Never thought the day would come, but its here. After the Hahns, I went to Legere and Fibercell, but the love affair faded. The Forestone weren't for me either.

I ended up on the Fiberreed Carbon for tenor, which is their black and white reed, and they are amazing for what I want. 
A beautiful pairing with my Robusto!!! Clean, clear, full, with great response, character, and depth. 
Excellent subtones and great altissimo too.

Happy as can be!!!!!!!


----------



## 1saxman (Feb 3, 2003)

It is amazing when you find a synthetic that really works for you. I'm using a Fibereed hemp medium on baritone that shows no signs of failure after a year. The original synthetic fiber reed was the 'Fibercane' around 1960, and as I remember it, it was the closest to cane I've played on tenor yet - but you couldn't live with them - the 'fiber' was fiberglass and it would tear your lip up - I mean blood-letting. I believe this field is still searching for the 'end-all' synthetic material and design but tremendous progress has been made, with many thousands of us using synthetics.


----------



## 10mfan (Jun 15, 2003)

I hear you. I am having an absolute blast with this reed. This was exactly what I was looking for!


----------



## guidocreo (Jan 6, 2016)

Yes, I'm only an amateur but I have tried a lot of synthetics and my chose is Hartmann Fiberreed for all my saxophones.

My preferred type is Carbon M, but sometime I use Hemp and Carbon Classic.

Ciao


----------



## jgreiner (Sep 20, 2006)

Mark, you're a lucky man. I tried the Hartmann fiberreed (the various browns tinted one) and for me, it was the absolute worst reed I've EVER had on a mouthpiece and trust me, I've tried my fair share! 
Goes to show that everyone has their own things that work for them! I have over 25 boxes of LaVoz Hard on my shelf. Should keep me in good shape for at least a few years... ;-)


----------



## 10mfan (Jun 15, 2003)

No doubt about that! This reed is just the most fantastic fit for me. I really could not be happier. The joy of knowing I will have a fantastic reed for a minimum of six months, is overwhelming.

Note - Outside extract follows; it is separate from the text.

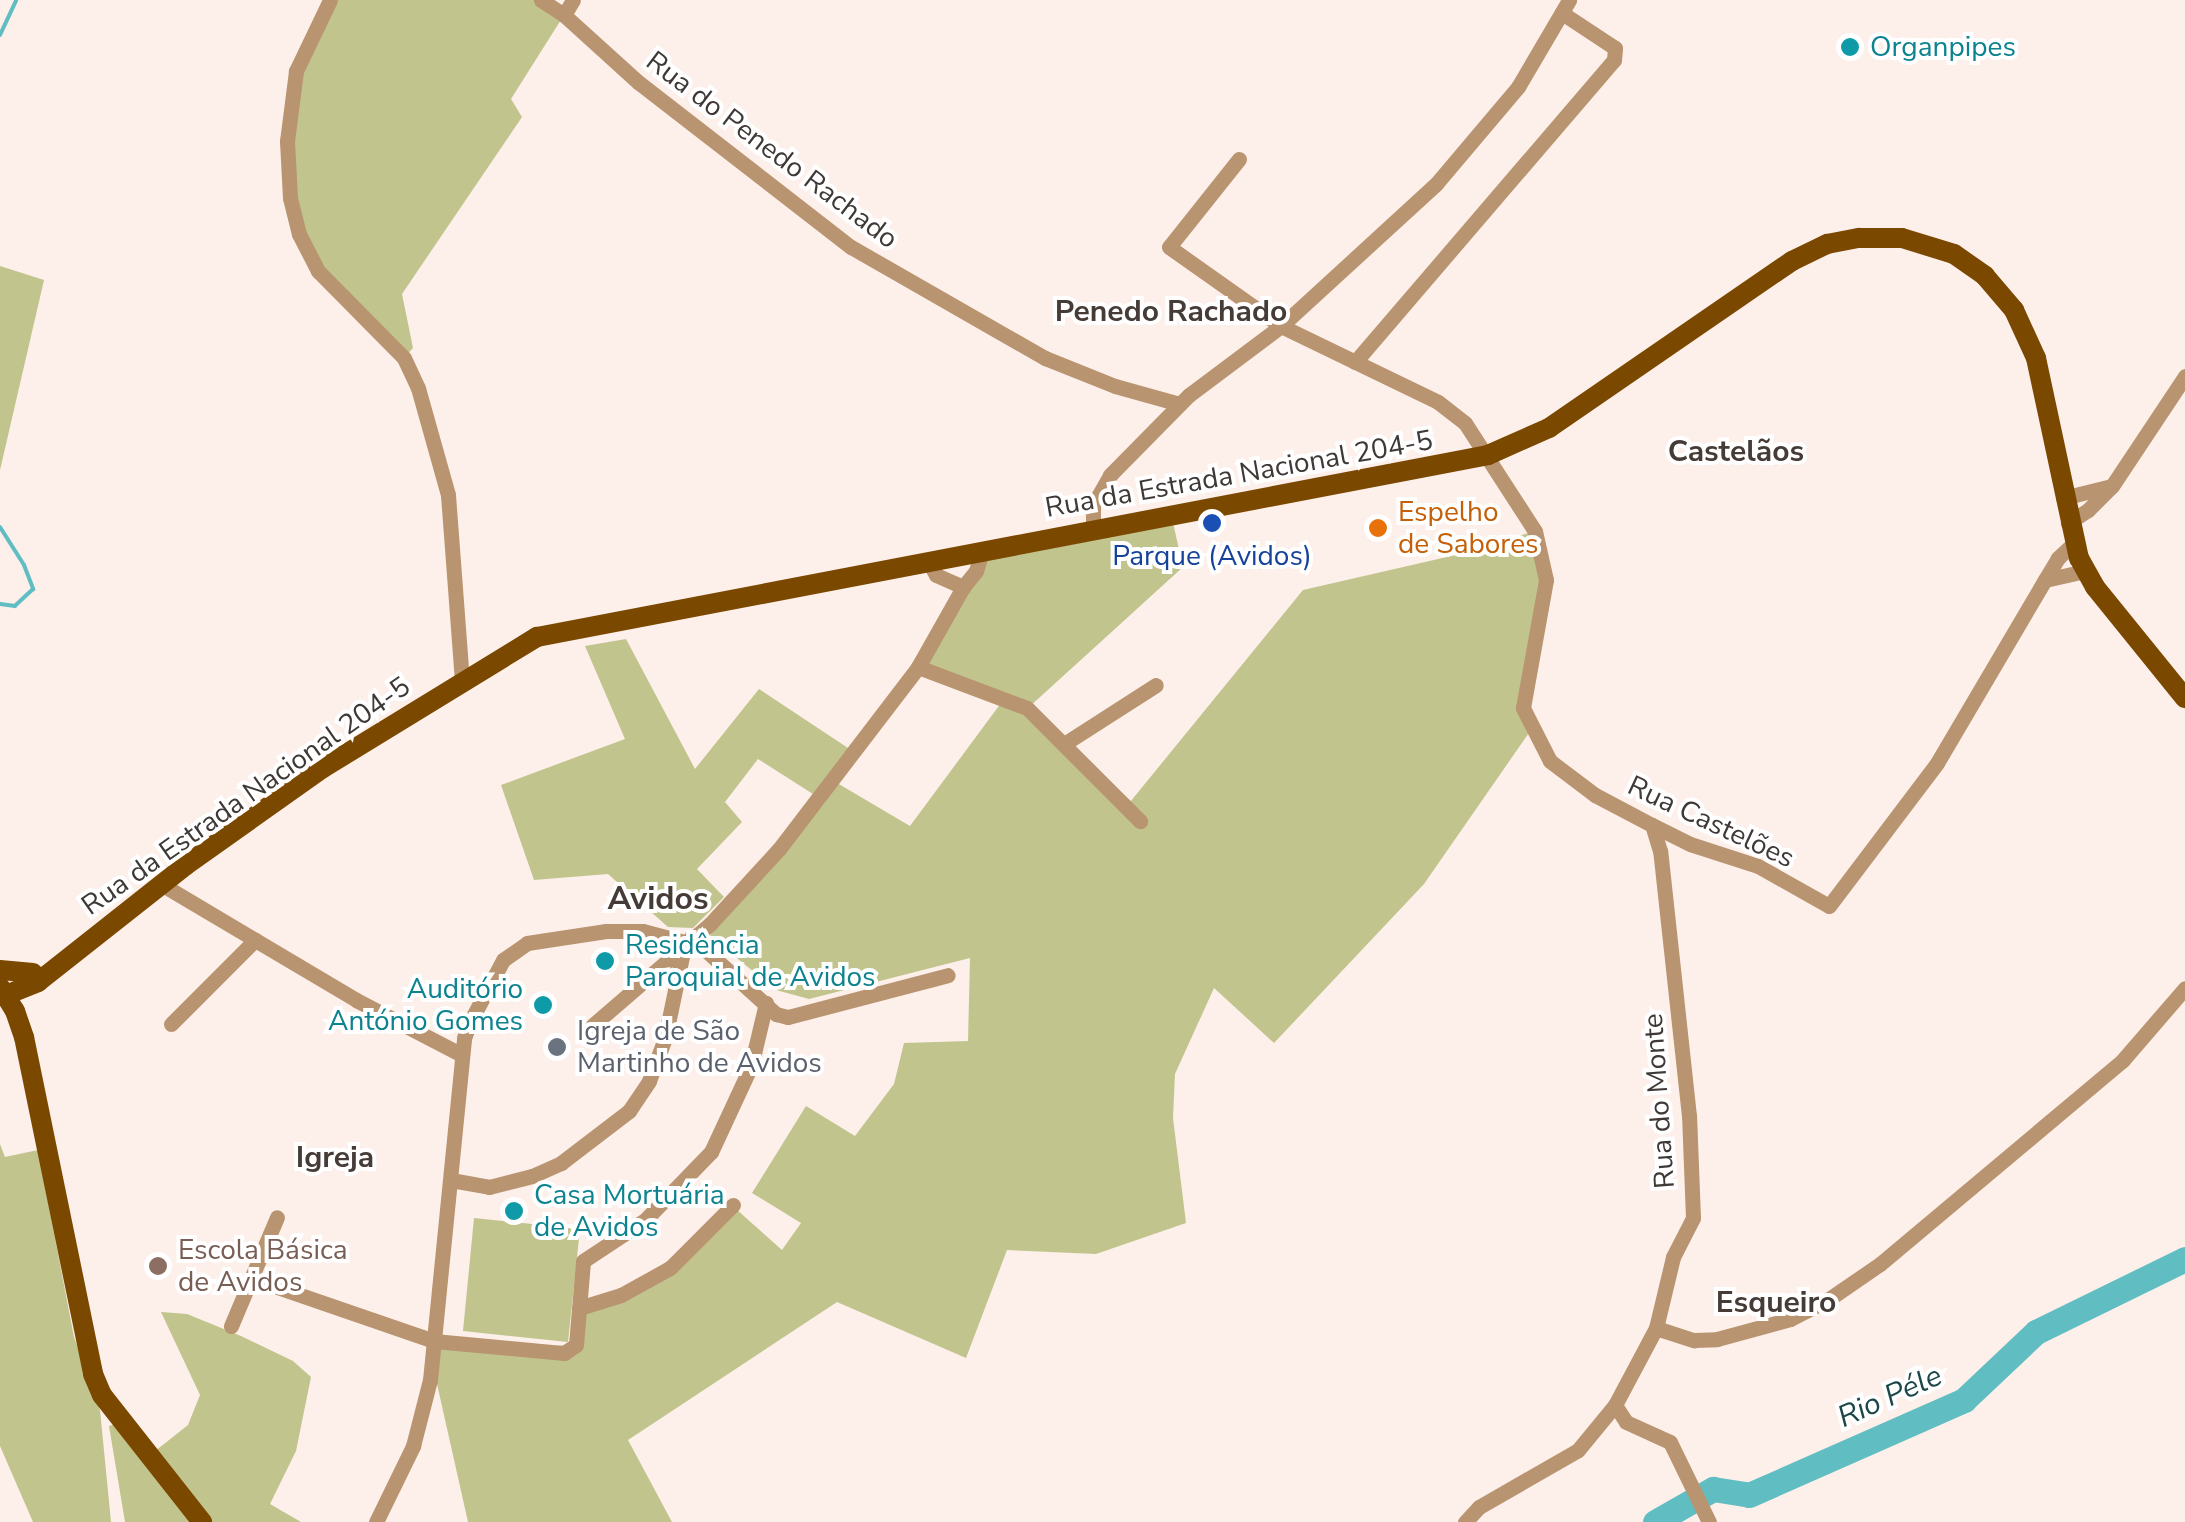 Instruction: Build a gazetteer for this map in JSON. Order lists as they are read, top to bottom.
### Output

LOL 

I am actually going to order about five more and if I can find one that does the job like this one, I’m good for a whole year. 
After trying all of these, I’m sure that several of them will be stellar.


----------



## Saxhound (Feb 2, 2003)

My first tenor Carbon Fiberreed lasted almost a year before I started getting a few chips in the tip. It still plays well as a practice reed. My second one is coming up on a year and going strong. The bari sax reed is still working great after two years, although I don't play near as much bari. I love how effortless it is to play down low without losing the upper register fullness.


----------



## 10mfan (Jun 15, 2003)

Fantastic!!!
Thank you.


----------



## Mark Fleming (Apr 5, 2007)

10mfan said:


> fantastic reed for a minimum of six months


Six months? I'm pretty sure that I have one that is six _years_ old. I haven't had any problems with them "wearing out," but maybe I'm not sufficiently critical of my playing. The only problem I've had is their looks. Six years of playing while drinking red wine has stained them. Hey, maybe I've figured out why I'm not sufficiently critical of my playing.

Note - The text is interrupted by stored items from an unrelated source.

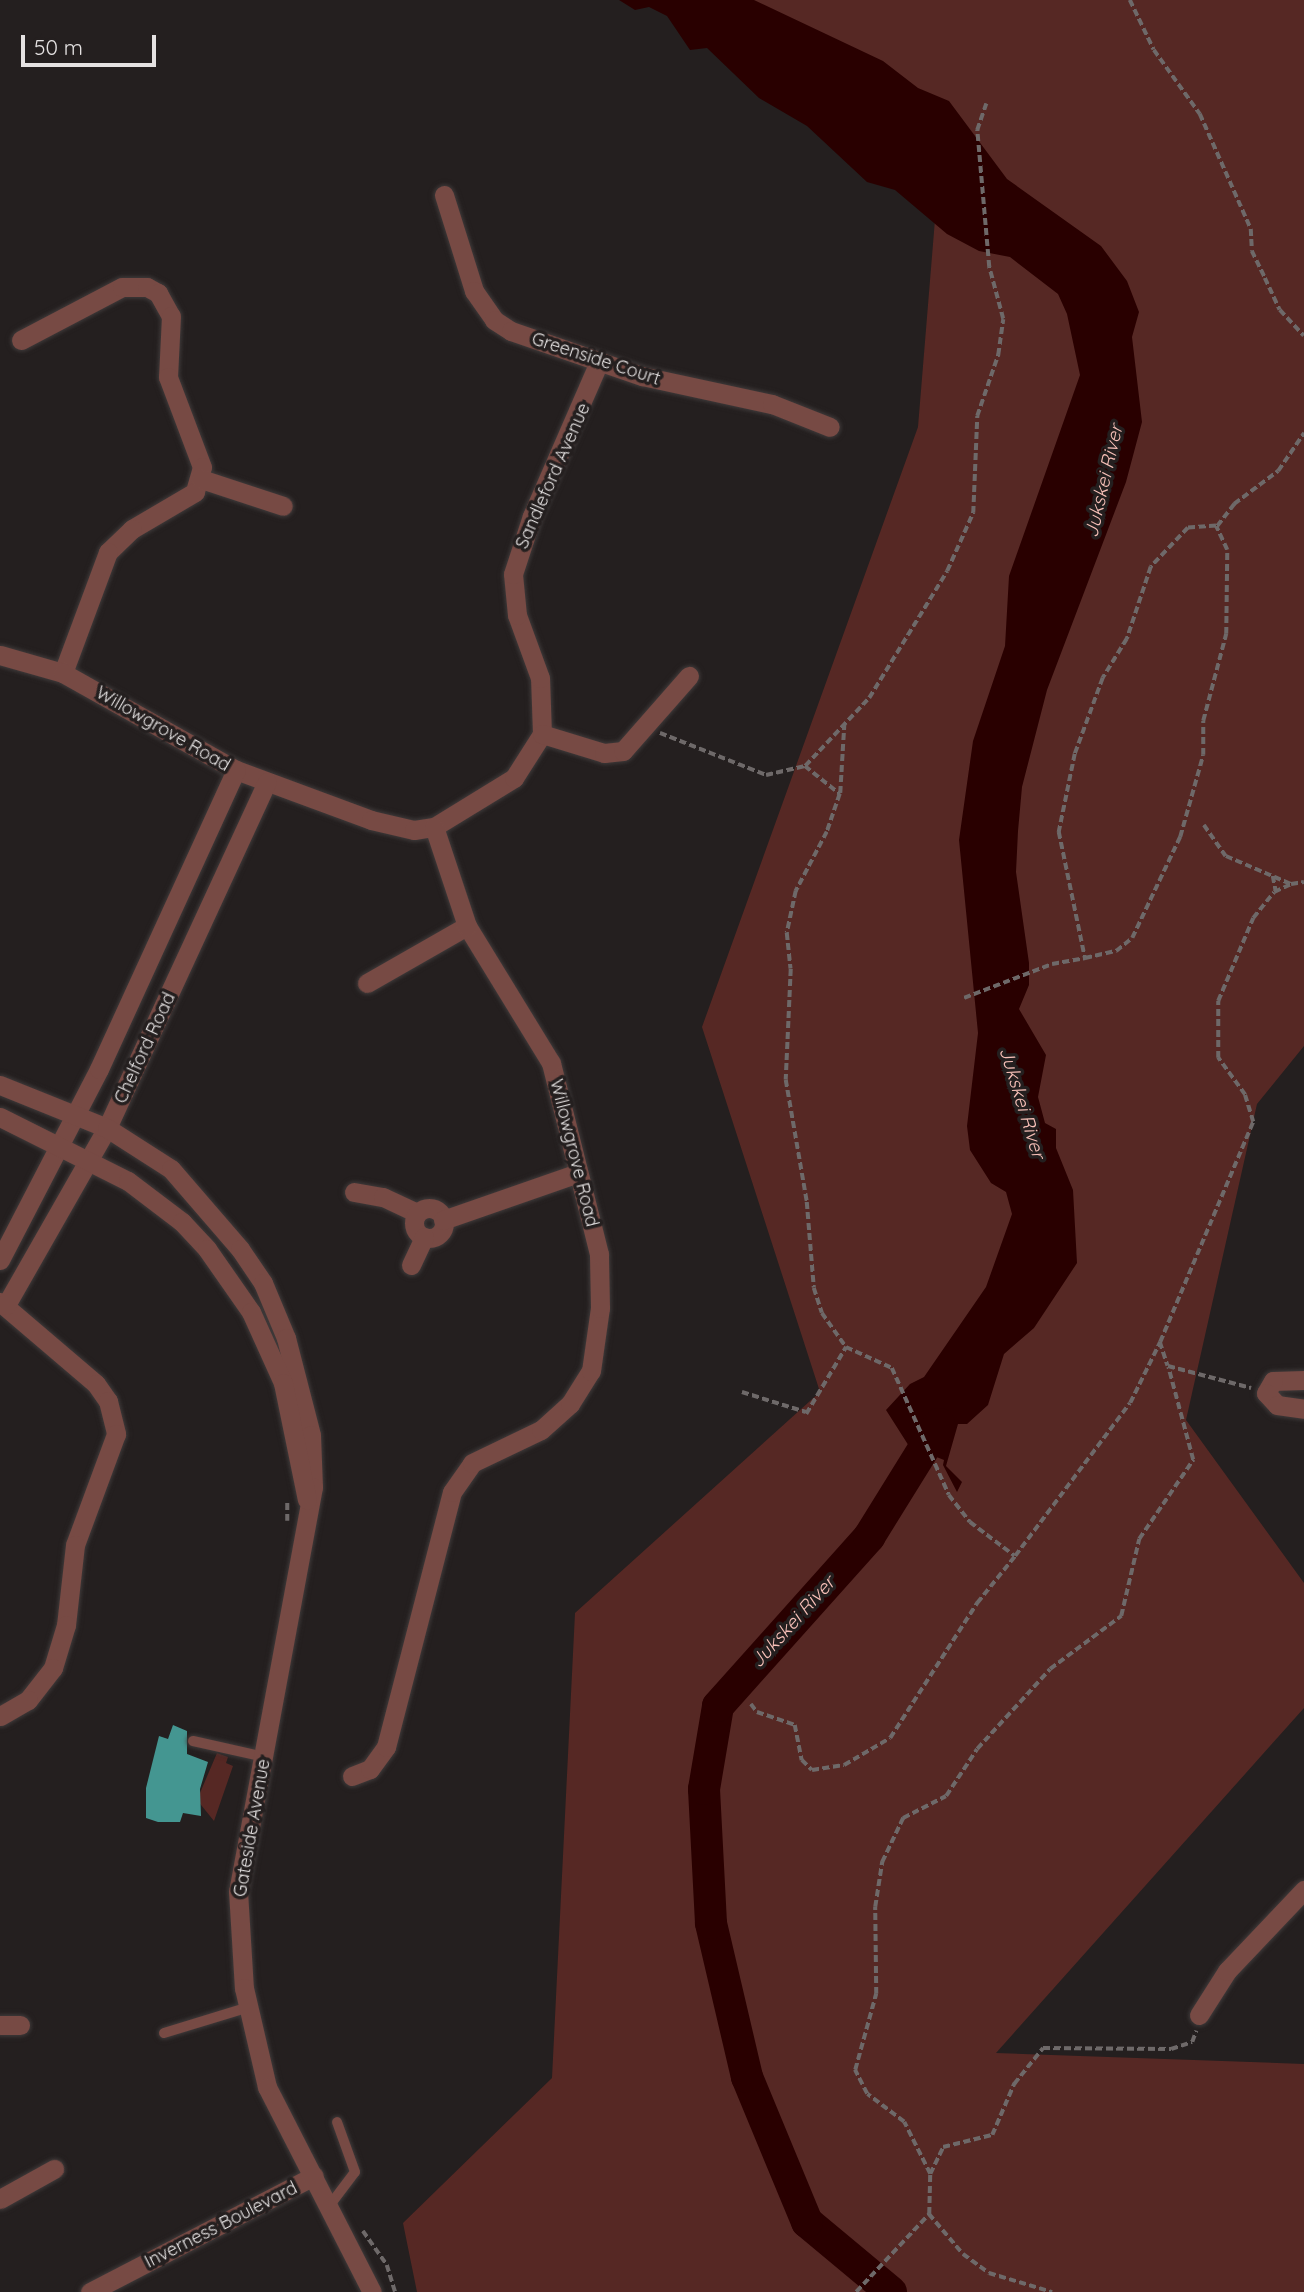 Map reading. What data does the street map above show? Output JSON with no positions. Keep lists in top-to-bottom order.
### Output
{
  "streets": {
    "street": [
      "Greenside Court",
      "Sandleford Avenue",
      "Willowgrove Road",
      "Chelford Road",
      "Gateside Avenue",
      "Inverness Boulevard"
    ]
  },
  "crossings": [
    ["Greenside Court", "Sandleford Avenue"],
    ["Willowgrove Road", "Chelford Road"],
    ["Chelford Road", "Gateside Avenue"],
    ["Gateside Avenue", "Inverness Boulevard"]
  ],
  "water": ["Jukskei River"],
  "scale_bar": "50 m"
}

The carbon fiber reeds didn't completely cure me of reed GAS, although it is now limited to synthetic reeds. I've tried both new and old competitors. I think (hope) that I've finally given up on finding anything that I like better (including the Hartmann hemp and carbon onyx).

Mark


----------



## 10mfan (Jun 15, 2003)

Thats why I put minimum....

I have friends that tell me theirs have lasted a couple years, etc...

Very joyous to have these available.


----------



## Taragot (Jun 7, 2009)

> I ended up on the Fiberreed Carbon for tenor, which is their black and white reed, and they are amazing for what I want.
> A beautiful pairing with my Robusto!!! Clean, clear, full, with great response, character, and depth.
> Excellent subtones and great altissimo too.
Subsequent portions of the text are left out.